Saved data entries
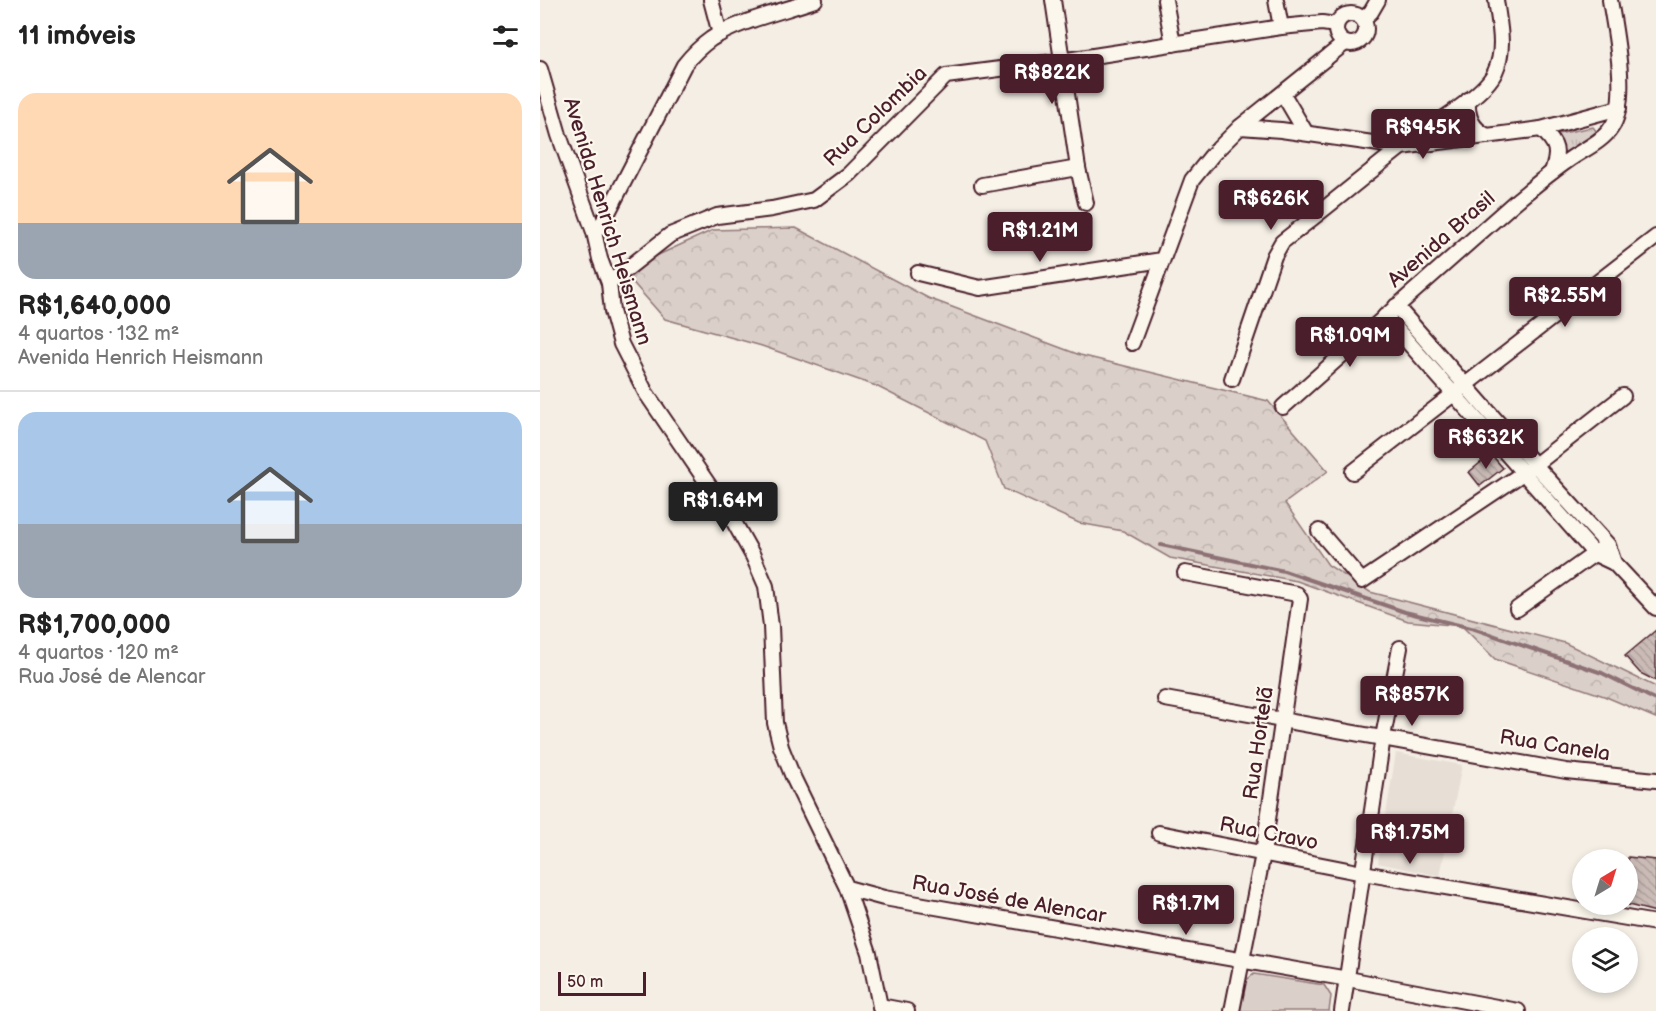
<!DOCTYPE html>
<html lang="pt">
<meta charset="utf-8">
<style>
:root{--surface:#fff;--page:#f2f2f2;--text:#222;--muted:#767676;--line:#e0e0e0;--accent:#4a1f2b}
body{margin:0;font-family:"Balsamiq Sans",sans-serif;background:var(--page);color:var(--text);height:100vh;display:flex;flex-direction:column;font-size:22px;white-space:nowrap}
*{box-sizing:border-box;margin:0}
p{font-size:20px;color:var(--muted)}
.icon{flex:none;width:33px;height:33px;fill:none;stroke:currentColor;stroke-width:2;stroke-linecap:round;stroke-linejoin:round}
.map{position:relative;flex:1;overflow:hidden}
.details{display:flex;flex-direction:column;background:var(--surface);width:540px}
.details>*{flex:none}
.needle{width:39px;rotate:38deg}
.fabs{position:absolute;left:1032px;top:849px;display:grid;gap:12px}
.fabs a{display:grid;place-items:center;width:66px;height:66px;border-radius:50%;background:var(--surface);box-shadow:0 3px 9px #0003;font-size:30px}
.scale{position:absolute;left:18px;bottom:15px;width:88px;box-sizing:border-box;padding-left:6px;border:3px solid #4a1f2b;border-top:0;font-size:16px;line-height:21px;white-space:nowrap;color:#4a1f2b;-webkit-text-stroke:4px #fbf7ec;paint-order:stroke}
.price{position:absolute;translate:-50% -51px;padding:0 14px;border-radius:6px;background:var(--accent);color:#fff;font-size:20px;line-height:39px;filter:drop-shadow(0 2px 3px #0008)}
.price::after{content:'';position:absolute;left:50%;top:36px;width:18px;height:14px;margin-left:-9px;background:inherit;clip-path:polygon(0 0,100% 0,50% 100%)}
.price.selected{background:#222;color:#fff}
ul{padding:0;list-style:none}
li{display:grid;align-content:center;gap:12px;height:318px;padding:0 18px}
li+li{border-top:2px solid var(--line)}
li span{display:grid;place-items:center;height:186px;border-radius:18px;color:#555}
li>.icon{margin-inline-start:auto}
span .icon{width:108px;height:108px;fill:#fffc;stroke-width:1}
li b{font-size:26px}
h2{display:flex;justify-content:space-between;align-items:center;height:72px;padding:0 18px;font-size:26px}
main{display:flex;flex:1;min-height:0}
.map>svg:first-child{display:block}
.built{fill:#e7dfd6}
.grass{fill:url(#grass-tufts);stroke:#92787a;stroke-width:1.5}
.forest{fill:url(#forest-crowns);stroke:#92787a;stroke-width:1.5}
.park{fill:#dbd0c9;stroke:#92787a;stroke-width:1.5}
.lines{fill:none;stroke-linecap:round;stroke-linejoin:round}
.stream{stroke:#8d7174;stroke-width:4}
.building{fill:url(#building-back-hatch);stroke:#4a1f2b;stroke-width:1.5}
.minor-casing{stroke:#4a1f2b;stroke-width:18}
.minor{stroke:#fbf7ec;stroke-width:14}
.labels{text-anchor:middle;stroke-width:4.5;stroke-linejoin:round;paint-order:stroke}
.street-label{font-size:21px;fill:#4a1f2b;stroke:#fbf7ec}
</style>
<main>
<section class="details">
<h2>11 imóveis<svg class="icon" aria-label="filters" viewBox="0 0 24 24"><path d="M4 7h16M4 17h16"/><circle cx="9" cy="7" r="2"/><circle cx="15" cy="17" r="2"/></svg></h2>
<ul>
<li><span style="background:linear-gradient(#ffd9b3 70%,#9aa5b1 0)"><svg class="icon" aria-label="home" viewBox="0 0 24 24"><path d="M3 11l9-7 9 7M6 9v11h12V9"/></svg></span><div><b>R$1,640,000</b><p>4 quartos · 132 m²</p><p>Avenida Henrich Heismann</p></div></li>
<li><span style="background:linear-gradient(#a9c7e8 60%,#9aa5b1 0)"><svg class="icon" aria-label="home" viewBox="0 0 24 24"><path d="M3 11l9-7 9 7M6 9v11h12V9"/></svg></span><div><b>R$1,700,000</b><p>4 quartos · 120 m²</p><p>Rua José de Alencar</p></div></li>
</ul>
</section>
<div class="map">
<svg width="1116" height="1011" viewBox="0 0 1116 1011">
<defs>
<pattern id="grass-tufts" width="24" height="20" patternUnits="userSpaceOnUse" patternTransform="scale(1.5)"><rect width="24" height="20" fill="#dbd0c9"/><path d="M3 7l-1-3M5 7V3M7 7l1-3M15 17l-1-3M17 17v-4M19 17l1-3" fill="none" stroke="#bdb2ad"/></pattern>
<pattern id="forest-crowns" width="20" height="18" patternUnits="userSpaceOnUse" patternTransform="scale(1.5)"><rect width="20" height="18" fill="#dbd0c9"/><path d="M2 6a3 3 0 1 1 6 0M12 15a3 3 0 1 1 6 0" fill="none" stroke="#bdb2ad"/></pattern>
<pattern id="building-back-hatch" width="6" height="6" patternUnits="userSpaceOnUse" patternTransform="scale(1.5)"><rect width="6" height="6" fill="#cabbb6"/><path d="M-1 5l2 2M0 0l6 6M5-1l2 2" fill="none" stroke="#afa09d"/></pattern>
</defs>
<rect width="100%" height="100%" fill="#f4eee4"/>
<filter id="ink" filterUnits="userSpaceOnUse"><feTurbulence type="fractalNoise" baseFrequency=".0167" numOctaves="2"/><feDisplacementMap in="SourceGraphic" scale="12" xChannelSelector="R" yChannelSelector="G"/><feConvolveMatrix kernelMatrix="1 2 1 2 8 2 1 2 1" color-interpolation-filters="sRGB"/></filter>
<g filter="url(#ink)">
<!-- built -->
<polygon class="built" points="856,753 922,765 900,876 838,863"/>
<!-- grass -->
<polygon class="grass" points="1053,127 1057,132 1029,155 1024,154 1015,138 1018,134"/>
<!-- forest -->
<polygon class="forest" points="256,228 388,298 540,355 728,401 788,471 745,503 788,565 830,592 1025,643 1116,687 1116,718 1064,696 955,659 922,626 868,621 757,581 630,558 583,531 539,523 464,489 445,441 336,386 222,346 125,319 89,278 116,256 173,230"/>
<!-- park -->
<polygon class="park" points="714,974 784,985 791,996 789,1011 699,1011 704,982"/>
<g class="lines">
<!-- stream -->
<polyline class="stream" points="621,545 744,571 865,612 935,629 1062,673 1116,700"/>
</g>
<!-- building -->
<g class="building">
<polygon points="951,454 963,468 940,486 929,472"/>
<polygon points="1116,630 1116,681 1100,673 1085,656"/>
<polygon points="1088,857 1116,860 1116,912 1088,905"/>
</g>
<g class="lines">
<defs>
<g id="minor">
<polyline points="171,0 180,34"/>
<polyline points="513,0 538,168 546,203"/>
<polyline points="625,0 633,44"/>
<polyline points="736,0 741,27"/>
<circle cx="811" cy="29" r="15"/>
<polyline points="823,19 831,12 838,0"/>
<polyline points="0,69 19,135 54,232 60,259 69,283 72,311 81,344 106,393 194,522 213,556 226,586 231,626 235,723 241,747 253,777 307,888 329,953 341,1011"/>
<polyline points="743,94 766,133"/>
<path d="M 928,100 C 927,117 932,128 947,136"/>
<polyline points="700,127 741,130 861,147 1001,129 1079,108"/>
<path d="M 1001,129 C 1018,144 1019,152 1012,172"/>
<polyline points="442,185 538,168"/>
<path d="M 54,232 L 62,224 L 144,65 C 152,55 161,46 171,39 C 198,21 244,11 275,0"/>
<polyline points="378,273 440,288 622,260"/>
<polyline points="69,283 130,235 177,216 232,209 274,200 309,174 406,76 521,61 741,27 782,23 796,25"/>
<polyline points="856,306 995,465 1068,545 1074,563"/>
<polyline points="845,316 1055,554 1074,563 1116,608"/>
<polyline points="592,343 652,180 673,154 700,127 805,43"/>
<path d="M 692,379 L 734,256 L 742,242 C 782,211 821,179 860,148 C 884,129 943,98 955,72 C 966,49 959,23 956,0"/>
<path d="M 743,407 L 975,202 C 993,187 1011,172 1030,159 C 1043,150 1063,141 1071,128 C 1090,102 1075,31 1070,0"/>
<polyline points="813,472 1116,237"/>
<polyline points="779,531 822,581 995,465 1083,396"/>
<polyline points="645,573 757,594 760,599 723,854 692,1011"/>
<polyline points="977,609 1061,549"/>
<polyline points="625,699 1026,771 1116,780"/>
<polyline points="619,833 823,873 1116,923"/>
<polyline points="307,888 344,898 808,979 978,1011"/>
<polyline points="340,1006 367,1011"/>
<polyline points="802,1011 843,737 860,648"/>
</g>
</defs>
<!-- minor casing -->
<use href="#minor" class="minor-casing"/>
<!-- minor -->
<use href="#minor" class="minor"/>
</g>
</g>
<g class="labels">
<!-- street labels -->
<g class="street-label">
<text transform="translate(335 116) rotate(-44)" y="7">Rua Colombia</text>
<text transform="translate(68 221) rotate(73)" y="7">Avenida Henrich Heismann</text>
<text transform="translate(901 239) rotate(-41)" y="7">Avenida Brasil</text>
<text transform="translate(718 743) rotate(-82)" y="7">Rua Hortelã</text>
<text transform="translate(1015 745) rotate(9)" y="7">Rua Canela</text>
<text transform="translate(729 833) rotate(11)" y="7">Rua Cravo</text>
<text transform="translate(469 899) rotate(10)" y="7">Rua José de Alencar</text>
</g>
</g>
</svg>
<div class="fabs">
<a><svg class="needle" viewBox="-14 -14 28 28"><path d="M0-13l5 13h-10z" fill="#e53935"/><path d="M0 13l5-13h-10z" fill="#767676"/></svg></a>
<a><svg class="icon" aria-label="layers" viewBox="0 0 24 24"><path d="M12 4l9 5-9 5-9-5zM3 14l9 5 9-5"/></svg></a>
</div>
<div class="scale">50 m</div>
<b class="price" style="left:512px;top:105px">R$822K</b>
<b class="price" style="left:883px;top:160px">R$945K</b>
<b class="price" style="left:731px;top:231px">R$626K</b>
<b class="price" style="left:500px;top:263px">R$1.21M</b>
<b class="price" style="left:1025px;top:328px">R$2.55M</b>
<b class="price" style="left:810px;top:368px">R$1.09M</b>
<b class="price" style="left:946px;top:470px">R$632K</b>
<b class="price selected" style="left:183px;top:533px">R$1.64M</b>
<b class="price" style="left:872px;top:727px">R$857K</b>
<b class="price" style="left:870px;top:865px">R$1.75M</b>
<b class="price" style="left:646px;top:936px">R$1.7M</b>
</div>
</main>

Task requirements —
If a line in the records above holds the string "circle", copy it out.

Exercise result —
<h2>11 imóveis<svg class="icon" aria-label="filters" viewBox="0 0 24 24"><path d="M4 7h16M4 17h16"/><circle cx="9" cy="7" r="2"/><circle cx="15" cy="17" r="2"/></svg></h2>
<circle cx="811" cy="29" r="15"/>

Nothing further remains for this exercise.